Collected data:
··········
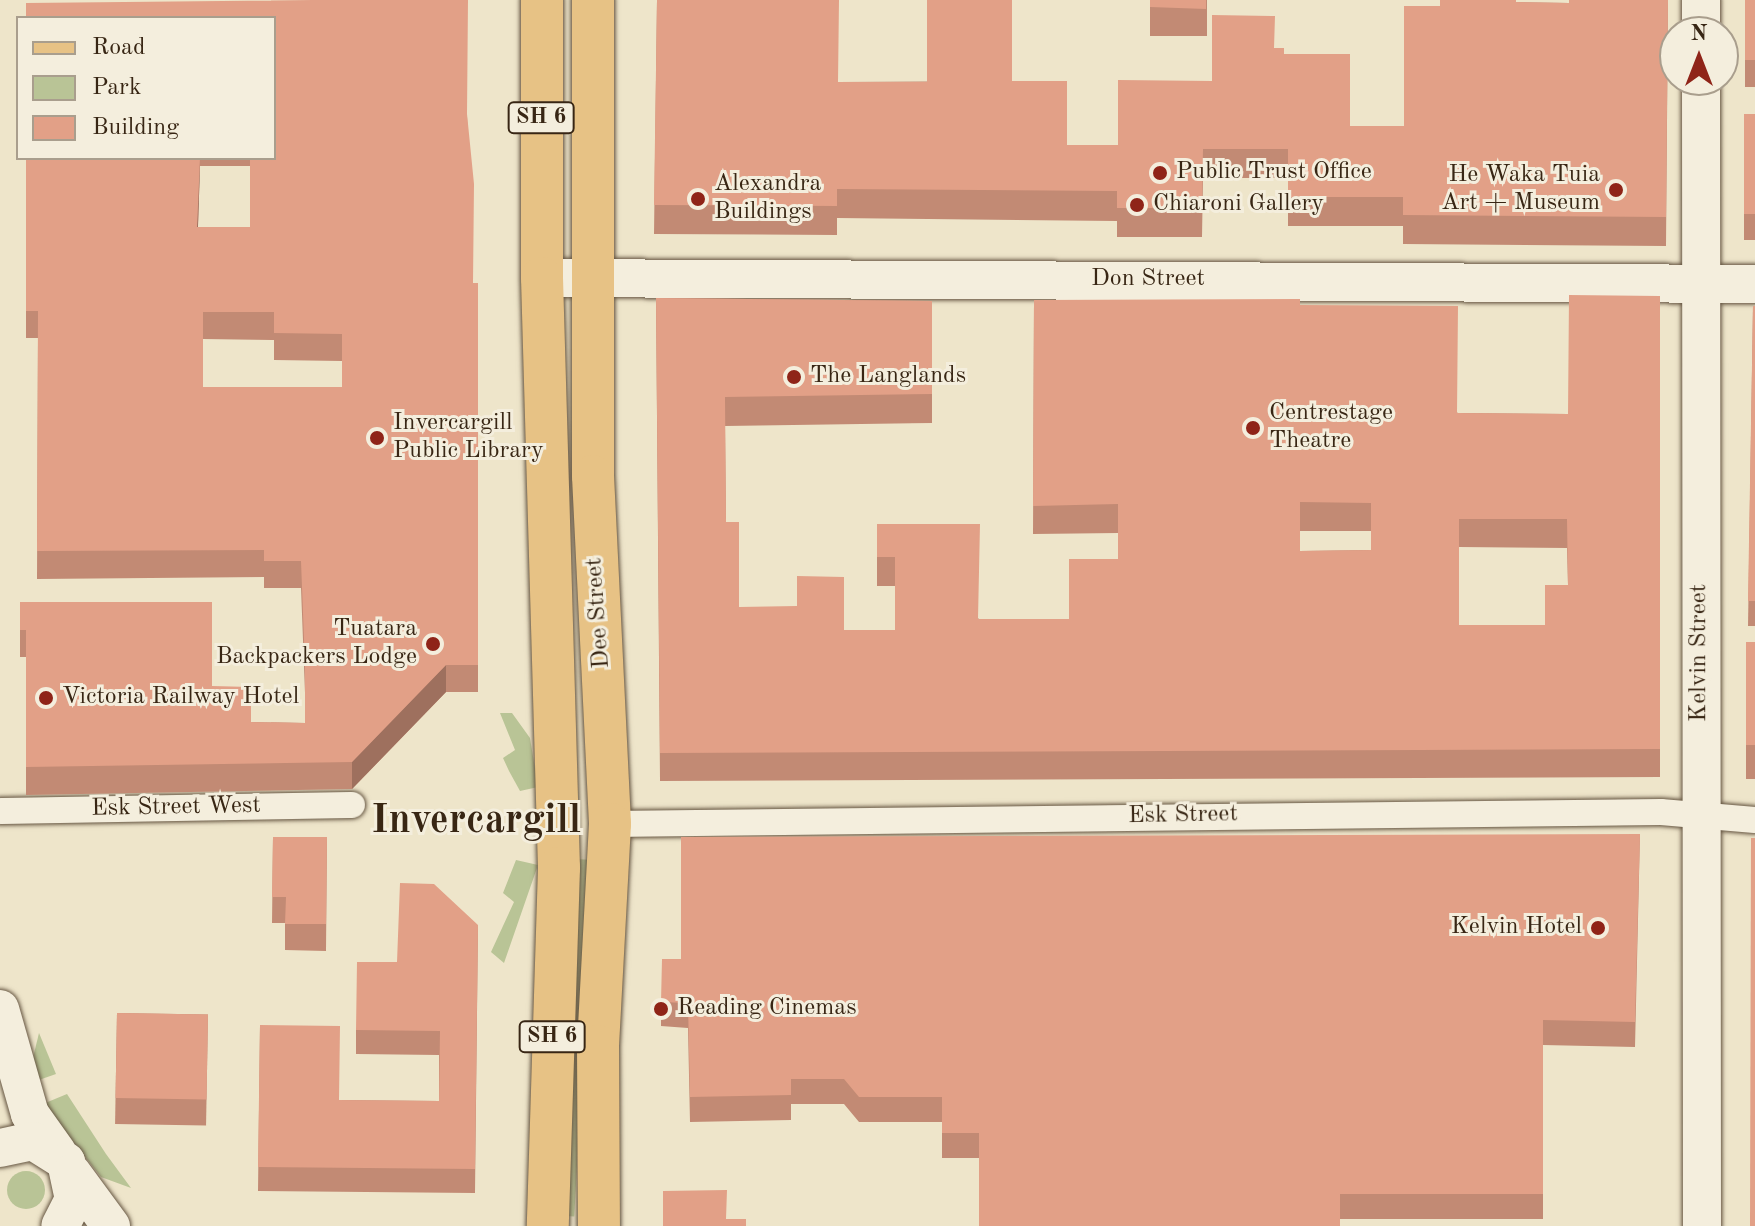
<!DOCTYPE html>
<html>
<head>
<meta charset="utf-8">
<style>
	body { margin:0 }
	#map { position:relative; width:1755px; height:1226px; overflow:hidden; background:#eee5ca; font-family:"Old Standard TT",serif }
	div>[style] { position:absolute }
	[style*='--x'] { left:calc(var(--x)*1px); top:calc(var(--y)*1px); width:calc(var(--w)*1px); rotate:calc(var(--a)*1deg) }
	.green>* { inset:0; background:#b9c496; transform-origin:0 0 }
	.round { border-radius:50% }
	.roads { filter:drop-shadow(0 0 2px #665642) drop-shadow(0 0 2px #665642) }
	.street>* { height:26px; margin:-13px; padding:0 13px; transform-origin:13px; border-radius:13px; background:#f4eedd }
	.secondary>* { height:38px; margin:-19px; padding:0 19px; transform-origin:19px; border-radius:19px; background:#f4eedd }
	.primary>* { height:42px; margin:-21px; padding:0 21px; transform-origin:21px; border-radius:21px; background:#e7c285 }
	.wall>* { inset:0; background:#c28a74; transform-origin:0 0 }
	.shaded-wall>* { inset:0; background:#9e705e }
	.building>* { inset:0; background:#e2a087; transform-origin:0 0 }
	.dots>* { width:22px; height:22px; translate:-50% -50%; box-sizing:border-box; border:4px solid #f4eedd; border-radius:50% }
	span { translate:-50% -50%; white-space:nowrap; text-align:center; line-height:1.15; -webkit-text-stroke:6px #f4eedd; paint-order:stroke }
	.shield-label span { padding:2px 6px; background:#f4eedd; border:2px solid; border-radius:6px; -webkit-text-stroke-width:0 }
	.shield-label { font-size:22px; color:#382614; font-weight:700 }
	.poi-label { font-size:24px; color:#382614 }
	.left { translate:0 -50%; text-align:left }
	.right { translate:-100% -50%; text-align:right }
	.street-label { font-size:24px; color:#382614 }
	.town-label { font-size:40px; color:#382614; font-weight:700 }
	.legend { position:absolute; left:16px; top:16px; width:260px; height:144px; box-sizing:border-box; background:#f4eedd; border:2px solid #a99e8d; margin:0; padding:10px 14px; list-style:none; font-size:24px; color:#382614 }
	.legend li { display:flex; align-items:center; gap:16px; height:40px }
	.legend b { width:40px; border:2px solid #a99e8d }
	.north { position:absolute; left:1659px; top:16px; width:80px; height:80px; box-sizing:border-box; background:#f4eedd; border:2px solid #a99e8d; border-radius:50%; rotate:0deg; font-size:22px; font-weight:700; line-height:32px; text-align:center; color:#382614 }
	.north::after { content:''; display:block; margin:auto; width:28px; height:36px; background:#8f2418; clip-path:polygon(50% 0,100% 100%,50% 72%,0 100%) }
</style>
</head>
<body>
<div id="map">
	<div class="green">
		<div style="clip-path:polygon(500px 713px,512px 713px,530px 738px,538px 787px,520px 791px,509px 771px,503px 758px,515px 750px)"></div>
		<div style="left:576px;top:859px;width:17px;height:357px;rotate:3deg"></div>
		<div style="clip-path:polygon(516px 860px,538px 865px,504px 963px,491px 952px,514px 902px,503px 893px)"></div>
		<div style="clip-path:polygon(39px 1033px,56px 1074px,36px 1081px,30px 1070px)"></div>
		<div style="clip-path:polygon(67px 1094px,106px 1154px,131px 1188px,101px 1177px,75px 1144px,50px 1128px,38px 1106px)"></div>
		<div class="round" style="left:7px;top:1171px;width:38px;height:38px"></div>
	</div>
	<div class="roads">
		<div class="street">
			<div style="--x:0;--y:811;--w:352;--a:-1"></div>
			<div style="--x:610;--y:824;--w:1051;--a:-0.65"></div>
			<div style="--x:1661;--y:812;--w:94;--a:4.9"></div>
		</div>
		<div class="secondary">
			<div style="--x:1701;--y:0;--w:32;--a:90"></div>
			<div style="--x:1701;--y:80;--w:1146;--a:89.95"></div>
			<div style="--x:542;--y:278;--w:1213;--a:0.28"></div>
			<div style="--x:0;--y:1009;--w:109;--a:74.1"></div>
			<div style="--x:30;--y:1114;--w:47;--a:54.6"></div>
			<div style="--x:0;--y:1148;--w:34;--a:-12"></div>
			<div style="--x:33;--y:1141;--w:39;--a:32"></div>
			<div style="--x:66;--y:1162;--w:38;--a:78"></div>
			<div style="--x:74;--y:1199;--w:30;--a:117"></div>
			<div style="--x:72;--y:1173;--w:66;--a:53.7"></div>
		</div>
		<div class="primary">
			<div style="--x:542;--y:0;--w:278;--a:90"></div>
			<div style="--x:542;--y:278;--w:590;--a:88.35"></div>
			<div style="--x:559;--y:868;--w:358;--a:91.8"></div>
			<div style="--x:593;--y:0;--w:476;--a:90"></div>
			<div style="--x:593;--y:476;--w:348;--a:87.2"></div>
			<div style="--x:610;--y:824;--w:222;--a:93.1"></div>
			<div style="--x:598;--y:1046;--w:180;--a:89.7"></div>
		</div>
	</div>
	<div class="wall">
		<div style="clip-path:polygon(657px 0,838px 82px,1012px 81px,1067px 145px,1118px 145px,1212px 81px,1275px 48px,1284px 54px,1350px 126px,1404px 126px,1440px 6px,1516px 2px,1569px 3px,1668px 0,1666px 246px,1403px 244px,1403px 226px,1288px 226px,1288px 178px,1203px 178px,1202px 237px,1117px 237px,1117px 221px,837px 218px,837px 235px,654px 234px)"></div>
		<div style="left:1150px;top:0;width:57px;height:36px"></div>
		<div style="left:1745px;top:0;width:10px;height:87px"></div>
		<div style="left:1744px;top:114px;width:11px;height:126px"></div>
		<div style="clip-path:polygon(evenodd,467px 116px,473px 283px,478px 283px,478px 692px,446px 692px,352px 789px,26px 795px,26px 657px,20px 657px,20px 602px,212px 686px,251px 722px,305px 723px,305px 693px,301px 588px,264px 588px,264px 577px,37px 579px,38px 338px,26px 338px,26px 158px,274px 158px,467px 116px,200px 166px,250px 166px,250px 227px,198px 227px,200px 166px,467px 116px,203px 339px,274px 340px,274px 360px,342px 361px,342px 387px,203px 387px,203px 339px)"></div>
		<div style="clip-path:polygon(evenodd,1660px 296px,1660px 777px,660px 781px,656px 298px,932px 301px,932px 423px,725px 426px,726px 522px,739px 607px,844px 630px,895px 630px,895px 586px,877px 586px,877px 524px,979px 619px,1069px 619px,1118px 559px,1118px 533px,1033px 534px,1034px 300px,1300px 305px,1458px 413px,1568px 414px,1660px 296px,1300px 531px,1371px 531px,1371px 550px,1300px 551px,1300px 531px,1660px 296px,1459px 547px,1567px 548px,1568px 585px,1545px 625px,1459px 625px,1459px 547px)"></div>
		<div style="clip-path:polygon(1753px 306px,1755px 306px,1755px 626px,1748px 626px)"></div>
		<div style="left:1746px;top:642px;width:9px;height:137px"></div>
		<div style="clip-path:polygon(1640px 834px,1635px 1047px,1543px 1045px,1543px 1219px,1340px 1219px,979px 1158px,942px 1158px,942px 1122px,859px 1122px,844px 1104px,791px 1104px,791px 1120px,690px 1122px,688px 1028px,661px 1026px,661px 1002px,681px 959px)"></div>
		<div style="clip-path:polygon(273px 837px,327px 837px,326px 951px,285px 950px,285px 923px,272px 923px)"></div>
		<div style="clip-path:polygon(478px 925px,475px 1193px,258px 1191px,260px 1025px,339px 1100px,439px 1101px,439px 1055px,356px 1054px,356px 1030px,397px 962px)"></div>
		<div style="left:117px;top:1013px;width:91px;height:111px;rotate:1deg"></div>
	</div>
	<div class="shaded-wall">
		<div style="clip-path:polygon(200px 158px,200px 166px,197px 254px,197px 227px)"></div>
		<div style="clip-path:polygon(446px 665px,446px 692px,352px 789px,352px 762px)"></div>
	</div>
	<div class="building">
		<div style="clip-path:polygon(evenodd,313px 0,468px 0,467px 114px,474px 184px,473px 283px,478px 283px,478px 665px,446px 665px,352px 762px,26px 767px,26px 630px,20px 630px,20px 602px,212px 602px,212px 686px,251px 687px,251px 722px,305px 723px,305px 666px,301px 561px,264px 561px,264px 550px,37px 551px,38px 311px,26px 311px,26px 158px,200px 158px,197px 227px,250px 227px,250px 158px,274px 158px,274px 18px,26px 18px,26px 3px,313px 0,203px 312px,274px 312px,274px 333px,342px 334px,342px 387px,203px 387px,203px 312px)"></div>
		<div style="clip-path:polygon(657px 0,839px 0,838px 82px,927px 82px,927px 0,1012px 0,1012px 81px,1067px 81px,1067px 145px,1118px 145px,1118px 80px,1212px 81px,1212px 15px,1275px 16px,1274px 48px,1284px 48px,1284px 54px,1350px 54px,1350px 126px,1404px 126px,1404px 6px,1440px 6px,1440px 0,1516px 0,1516px 2px,1569px 3px,1569px 0,1668px 0,1666px 217px,1403px 215px,1403px 197px,1288px 197px,1288px 149px,1203px 149px,1202px 208px,1117px 208px,1117px 191px,837px 189px,837px 206px,654px 205px)"></div>
		<div style="clip-path:polygon(1150px 0,1206px 0,1206px 9px,1150px 7px)"></div>
		<div style="left:1745px;top:0;width:10px;height:60px"></div>
		<div style="left:1744px;top:114px;width:11px;height:100px"></div>
		<div style="clip-path:polygon(evenodd,1569px 295px,1660px 296px,1660px 749px,660px 753px,656px 298px,932px 301px,932px 394px,725px 397px,726px 522px,739px 522px,739px 607px,797px 606px,797px 576px,844px 577px,844px 630px,895px 630px,895px 557px,877px 557px,877px 524px,980px 524px,978px 619px,1069px 619px,1069px 559px,1118px 559px,1118px 504px,1033px 506px,1034px 300px,1300px 299px,1300px 305px,1458px 306px,1457px 413px,1568px 414px,1569px 295px,1300px 502px,1371px 503px,1371px 550px,1300px 551px,1300px 502px,1569px 295px,1459px 519px,1567px 519px,1568px 585px,1545px 585px,1545px 625px,1459px 625px,1459px 519px)"></div>
		<div style="clip-path:polygon(1753px 306px,1755px 306px,1755px 601px,1748px 601px)"></div>
		<div style="left:1746px;top:642px;width:9px;height:103px"></div>
		<div style="clip-path:polygon(1640px 834px,1635px 1022px,1543px 1020px,1543px 1194px,1340px 1194px,1340px 1226px,979px 1226px,979px 1133px,942px 1133px,942px 1097px,859px 1097px,844px 1079px,791px 1079px,791px 1095px,690px 1097px,688px 1003px,661px 1002px,662px 959px,681px 959px,681px 837px)"></div>
		<div style="clip-path:polygon(273px 837px,327px 837px,326px 924px,285px 924px,286px 897px,272px 897px)"></div>
		<div style="clip-path:polygon(1751px 838px,1755px 838px,1755px 1226px,1750px 1226px)"></div>
		<div style="clip-path:polygon(400px 883px,434px 884px,478px 925px,475px 1169px,258px 1167px,260px 1025px,340px 1026px,339px 1100px,439px 1101px,440px 1031px,356px 1030px,357px 962px,397px 962px)"></div>
		<div style="left:117px;top:1013px;width:91px;height:85px;rotate:1deg"></div>
		<div style="clip-path:polygon(727px 1190px,726px 1219px,746px 1219px,746px 1226px,663px 1226px,663px 1191px)"></div>
	</div>
	<div class="dots">
		<div style="left:1160px;top:173px;background:#8f2418"></div>
		<div style="left:1616px;top:190px;background:#8f2418"></div>
		<div style="left:698px;top:199px;background:#8f2418"></div>
		<div style="left:1137px;top:205px;background:#8f2418"></div>
		<div style="left:794px;top:377px;background:#8f2418"></div>
		<div style="left:1253px;top:428px;background:#8f2418"></div>
		<div style="left:377px;top:438px;background:#8f2418"></div>
		<div style="left:433px;top:644px;background:#8f2418"></div>
		<div style="left:46px;top:698px;background:#8f2418"></div>
		<div style="left:1598px;top:928px;background:#8f2418"></div>
		<div style="left:661px;top:1009px;background:#8f2418"></div>
	</div>
	<div class="shield-label">
		<span style="left:541px;top:118px">SH 6</span>
		<span style="left:552px;top:1037px">SH 6</span>
	</div>
	<div class="poi-label">
		<span class="left" style="left:1176px;top:173px">Public Trust Office</span>
		<span class="right" style="left:1600px;top:190px">He Waka Tuia<br>Art + Museum</span>
		<span class="left" style="left:714px;top:199px">Alexandra<br>Buildings</span>
		<span class="left" style="left:1153px;top:205px">Chiaroni Gallery</span>
		<span class="left" style="left:810px;top:377px">The Langlands</span>
		<span class="left" style="left:1269px;top:428px">Centrestage<br>Theatre</span>
		<span class="left" style="left:393px;top:438px">Invercargill<br>Public Library</span>
		<span class="right" style="left:417px;top:644px">Tuatara<br>Backpackers Lodge</span>
		<span class="left" style="left:62px;top:698px">Victoria Railway Hotel</span>
		<span class="right" style="left:1582px;top:928px">Kelvin Hotel</span>
		<span class="left" style="left:677px;top:1009px">Reading Cinemas</span>
	</div>
	<div class="street-label">
		<span style="left:1148px;top:280px">Don Street</span>
		<span style="left:599px;top:613px;rotate:-94deg">Dee Street</span>
		<span style="left:1700px;top:653px;rotate:-90deg">Kelvin Street</span>
		<span style="left:176px;top:808px;rotate:-1deg">Esk Street West</span>
		<span style="left:1183px;top:816px;rotate:-1deg">Esk Street</span>
	</div>
	<div class="town-label">
		<span style="left:476px;top:822px">Invercargill</span>
	</div>
	<ul class="legend">
	<li><b style="height:10px;background:#e7c285"></b>Road</li>
	<li><b style="height:22px;background:#b9c496"></b>Park</li>
	<li><b style="height:22px;background:#e2a087"></b>Building</li>
	</ul>
	<div class="north">N</div>
</div>
</body>
</html>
··········
• WORK REQUIRED
Your reply is to repeat, unchanged, the lines above running from the one with "translate:-100% -50%; text-align:right" up to and including the one with "860px,538px 865px,504px 963px,491px".

• EXPECTED OUTPUT
	.right { translate:-100% -50%; text-align:right }
	.street-label { font-size:24px; color:#382614 }
	.town-label { font-size:40px; color:#382614; font-weight:700 }
	.legend { position:absolute; left:16px; top:16px; width:260px; height:144px; box-sizing:border-box; background:#f4eedd; border:2px solid #a99e8d; margin:0; padding:10px 14px; list-style:none; font-size:24px; color:#382614 }
	.legend li { display:flex; align-items:center; gap:16px; height:40px }
	.legend b { width:40px; border:2px solid #a99e8d }
	.north { position:absolute; left:1659px; top:16px; width:80px; height:80px; box-sizing:border-box; background:#f4eedd; border:2px solid #a99e8d; border-radius:50%; rotate:0deg; font-size:22px; font-weight:700; line-height:32px; text-align:center; color:#382614 }
	.north::after { content:''; display:block; margin:auto; width:28px; height:36px; background:#8f2418; clip-path:polygon(50% 0,100% 100%,50% 72%,0 100%) }
</style>
</head>
<body>
<div id="map">
	<div class="green">
		<div style="clip-path:polygon(500px 713px,512px 713px,530px 738px,538px 787px,520px 791px,509px 771px,503px 758px,515px 750px)"></div>
		<div style="left:576px;top:859px;width:17px;height:357px;rotate:3deg"></div>
		<div style="clip-path:polygon(516px 860px,538px 865px,504px 963px,491px 952px,514px 902px,503px 893px)"></div>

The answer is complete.